### RECORDS SHOWN
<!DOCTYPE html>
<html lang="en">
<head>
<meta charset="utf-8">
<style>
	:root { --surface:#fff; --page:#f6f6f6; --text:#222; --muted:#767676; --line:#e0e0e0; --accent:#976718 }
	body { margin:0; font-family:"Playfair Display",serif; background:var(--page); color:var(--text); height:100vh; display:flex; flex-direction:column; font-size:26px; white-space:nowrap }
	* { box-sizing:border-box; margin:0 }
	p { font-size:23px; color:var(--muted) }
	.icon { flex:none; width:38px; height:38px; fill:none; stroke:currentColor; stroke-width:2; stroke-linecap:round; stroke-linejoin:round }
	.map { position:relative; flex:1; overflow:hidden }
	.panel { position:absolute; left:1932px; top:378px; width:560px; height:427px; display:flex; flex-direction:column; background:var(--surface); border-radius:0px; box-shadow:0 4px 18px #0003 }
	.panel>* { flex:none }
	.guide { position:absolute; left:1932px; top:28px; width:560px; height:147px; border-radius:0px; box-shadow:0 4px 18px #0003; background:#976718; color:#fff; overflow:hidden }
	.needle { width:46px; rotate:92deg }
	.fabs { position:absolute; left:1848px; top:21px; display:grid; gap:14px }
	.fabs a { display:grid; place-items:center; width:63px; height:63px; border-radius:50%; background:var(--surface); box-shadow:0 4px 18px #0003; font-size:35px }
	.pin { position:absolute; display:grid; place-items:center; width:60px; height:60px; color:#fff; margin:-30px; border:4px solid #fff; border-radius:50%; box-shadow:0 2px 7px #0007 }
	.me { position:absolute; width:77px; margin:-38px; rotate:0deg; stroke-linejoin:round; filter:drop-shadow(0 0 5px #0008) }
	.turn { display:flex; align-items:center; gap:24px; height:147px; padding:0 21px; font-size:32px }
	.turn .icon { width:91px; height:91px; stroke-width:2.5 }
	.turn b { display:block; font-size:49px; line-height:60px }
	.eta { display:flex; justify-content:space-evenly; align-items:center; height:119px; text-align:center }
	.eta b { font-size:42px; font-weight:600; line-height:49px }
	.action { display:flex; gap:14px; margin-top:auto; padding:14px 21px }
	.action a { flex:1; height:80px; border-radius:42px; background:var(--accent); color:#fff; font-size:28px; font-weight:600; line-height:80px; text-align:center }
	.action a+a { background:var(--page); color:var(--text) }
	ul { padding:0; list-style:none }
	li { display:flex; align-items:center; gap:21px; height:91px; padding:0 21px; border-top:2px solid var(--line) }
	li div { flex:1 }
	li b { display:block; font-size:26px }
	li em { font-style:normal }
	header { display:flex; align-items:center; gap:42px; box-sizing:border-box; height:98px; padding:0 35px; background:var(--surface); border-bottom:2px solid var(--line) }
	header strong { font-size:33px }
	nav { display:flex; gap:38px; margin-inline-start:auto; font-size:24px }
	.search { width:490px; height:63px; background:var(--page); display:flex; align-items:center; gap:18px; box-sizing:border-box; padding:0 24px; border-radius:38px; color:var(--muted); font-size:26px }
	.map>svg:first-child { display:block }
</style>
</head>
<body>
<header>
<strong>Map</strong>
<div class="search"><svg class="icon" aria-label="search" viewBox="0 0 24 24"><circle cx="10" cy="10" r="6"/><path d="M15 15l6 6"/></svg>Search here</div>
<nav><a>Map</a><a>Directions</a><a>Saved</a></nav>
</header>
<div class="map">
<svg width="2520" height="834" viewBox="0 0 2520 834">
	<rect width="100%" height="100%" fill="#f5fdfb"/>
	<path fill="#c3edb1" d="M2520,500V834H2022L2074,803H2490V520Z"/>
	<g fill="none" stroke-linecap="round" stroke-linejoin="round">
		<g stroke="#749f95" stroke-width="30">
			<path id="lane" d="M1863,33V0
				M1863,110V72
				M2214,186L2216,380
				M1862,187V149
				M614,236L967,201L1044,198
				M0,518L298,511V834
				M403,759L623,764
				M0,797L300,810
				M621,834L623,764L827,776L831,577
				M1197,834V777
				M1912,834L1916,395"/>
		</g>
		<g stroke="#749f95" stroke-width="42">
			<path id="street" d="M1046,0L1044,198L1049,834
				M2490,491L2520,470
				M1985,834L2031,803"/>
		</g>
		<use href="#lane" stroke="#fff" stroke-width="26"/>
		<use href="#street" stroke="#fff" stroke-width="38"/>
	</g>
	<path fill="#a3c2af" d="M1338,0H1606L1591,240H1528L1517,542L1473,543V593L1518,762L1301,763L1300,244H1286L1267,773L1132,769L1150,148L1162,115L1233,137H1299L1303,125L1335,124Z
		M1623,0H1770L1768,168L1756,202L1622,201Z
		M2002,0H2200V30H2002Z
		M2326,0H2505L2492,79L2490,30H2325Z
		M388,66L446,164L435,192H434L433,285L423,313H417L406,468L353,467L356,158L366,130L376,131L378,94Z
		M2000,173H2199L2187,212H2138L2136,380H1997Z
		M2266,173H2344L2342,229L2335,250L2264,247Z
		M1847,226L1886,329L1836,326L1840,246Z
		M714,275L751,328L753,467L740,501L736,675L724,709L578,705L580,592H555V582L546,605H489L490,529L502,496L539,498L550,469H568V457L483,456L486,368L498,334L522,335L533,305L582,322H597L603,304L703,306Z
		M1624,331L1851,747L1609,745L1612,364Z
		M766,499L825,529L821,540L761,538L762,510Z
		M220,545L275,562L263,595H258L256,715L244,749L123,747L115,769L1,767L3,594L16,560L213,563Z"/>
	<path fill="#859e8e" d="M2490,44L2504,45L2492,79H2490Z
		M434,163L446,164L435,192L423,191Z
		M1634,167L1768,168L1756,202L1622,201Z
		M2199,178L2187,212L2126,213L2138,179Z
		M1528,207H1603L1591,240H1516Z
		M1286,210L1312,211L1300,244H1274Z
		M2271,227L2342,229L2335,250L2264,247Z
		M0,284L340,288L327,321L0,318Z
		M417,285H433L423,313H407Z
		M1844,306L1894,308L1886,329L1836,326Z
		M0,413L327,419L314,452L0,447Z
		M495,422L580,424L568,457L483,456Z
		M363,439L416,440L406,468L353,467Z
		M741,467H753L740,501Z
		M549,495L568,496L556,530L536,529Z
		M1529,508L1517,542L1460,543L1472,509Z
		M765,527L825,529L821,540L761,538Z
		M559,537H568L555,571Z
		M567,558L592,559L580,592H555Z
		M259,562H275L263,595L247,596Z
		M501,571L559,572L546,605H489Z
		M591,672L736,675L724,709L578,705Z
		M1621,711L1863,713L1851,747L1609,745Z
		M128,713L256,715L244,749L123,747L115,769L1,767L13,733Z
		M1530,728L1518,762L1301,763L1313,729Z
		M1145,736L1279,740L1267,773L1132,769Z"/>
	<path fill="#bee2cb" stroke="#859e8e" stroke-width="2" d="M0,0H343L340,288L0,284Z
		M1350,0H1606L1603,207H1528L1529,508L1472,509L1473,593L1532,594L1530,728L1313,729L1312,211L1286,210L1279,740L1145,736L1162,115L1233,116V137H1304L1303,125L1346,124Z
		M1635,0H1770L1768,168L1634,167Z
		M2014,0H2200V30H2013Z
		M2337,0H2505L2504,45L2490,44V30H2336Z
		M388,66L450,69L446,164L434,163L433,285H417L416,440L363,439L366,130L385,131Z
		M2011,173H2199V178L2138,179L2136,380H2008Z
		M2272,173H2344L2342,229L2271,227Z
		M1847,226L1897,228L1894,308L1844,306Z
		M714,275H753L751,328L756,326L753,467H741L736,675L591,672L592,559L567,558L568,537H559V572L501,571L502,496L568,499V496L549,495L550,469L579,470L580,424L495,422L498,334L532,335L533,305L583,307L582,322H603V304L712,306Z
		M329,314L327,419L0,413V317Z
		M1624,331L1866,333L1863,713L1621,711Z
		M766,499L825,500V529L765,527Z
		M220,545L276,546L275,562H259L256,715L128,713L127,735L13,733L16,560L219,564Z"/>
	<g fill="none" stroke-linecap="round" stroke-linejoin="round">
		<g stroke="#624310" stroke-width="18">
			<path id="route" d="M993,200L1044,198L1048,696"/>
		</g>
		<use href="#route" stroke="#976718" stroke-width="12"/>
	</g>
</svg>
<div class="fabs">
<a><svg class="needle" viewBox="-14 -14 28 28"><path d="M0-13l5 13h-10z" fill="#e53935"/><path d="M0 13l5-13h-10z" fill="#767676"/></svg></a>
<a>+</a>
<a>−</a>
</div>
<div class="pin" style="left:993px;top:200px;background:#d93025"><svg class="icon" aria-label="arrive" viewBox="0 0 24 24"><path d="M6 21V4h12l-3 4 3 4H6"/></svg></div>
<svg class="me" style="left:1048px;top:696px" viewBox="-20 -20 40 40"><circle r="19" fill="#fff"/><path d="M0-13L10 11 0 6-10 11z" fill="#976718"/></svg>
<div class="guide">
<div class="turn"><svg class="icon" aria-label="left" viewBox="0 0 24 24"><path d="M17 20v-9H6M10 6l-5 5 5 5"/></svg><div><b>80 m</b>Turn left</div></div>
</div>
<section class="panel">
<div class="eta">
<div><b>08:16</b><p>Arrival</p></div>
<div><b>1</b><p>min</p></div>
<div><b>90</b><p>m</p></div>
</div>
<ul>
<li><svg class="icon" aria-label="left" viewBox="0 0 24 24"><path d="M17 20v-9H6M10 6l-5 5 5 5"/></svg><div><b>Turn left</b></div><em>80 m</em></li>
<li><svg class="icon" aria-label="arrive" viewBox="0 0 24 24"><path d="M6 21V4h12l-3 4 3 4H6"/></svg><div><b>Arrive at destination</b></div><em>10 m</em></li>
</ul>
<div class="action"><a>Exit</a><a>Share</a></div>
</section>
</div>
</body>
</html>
######
If a line of the data holds the string "position", list it.

	.map { position:relative; flex:1; overflow:hidden }
	.panel { position:absolute; left:1932px; top:378px; width:560px; height:427px; display:flex; flex-direction:column; background:var(--surface); border-radius:0px; box-shadow:0 4px 18px #0003 }
	.guide { position:absolute; left:1932px; top:28px; width:560px; height:147px; border-radius:0px; box-shadow:0 4px 18px #0003; background:#976718; color:#fff; overflow:hidden }
	.fabs { position:absolute; left:1848px; top:21px; display:grid; gap:14px }
	.pin { position:absolute; display:grid; place-items:center; width:60px; height:60px; color:#fff; margin:-30px; border:4px solid #fff; border-radius:50%; box-shadow:0 2px 7px #0007 }
	.me { position:absolute; width:77px; margin:-38px; rotate:0deg; stroke-linejoin:round; filter:drop-shadow(0 0 5px #0008) }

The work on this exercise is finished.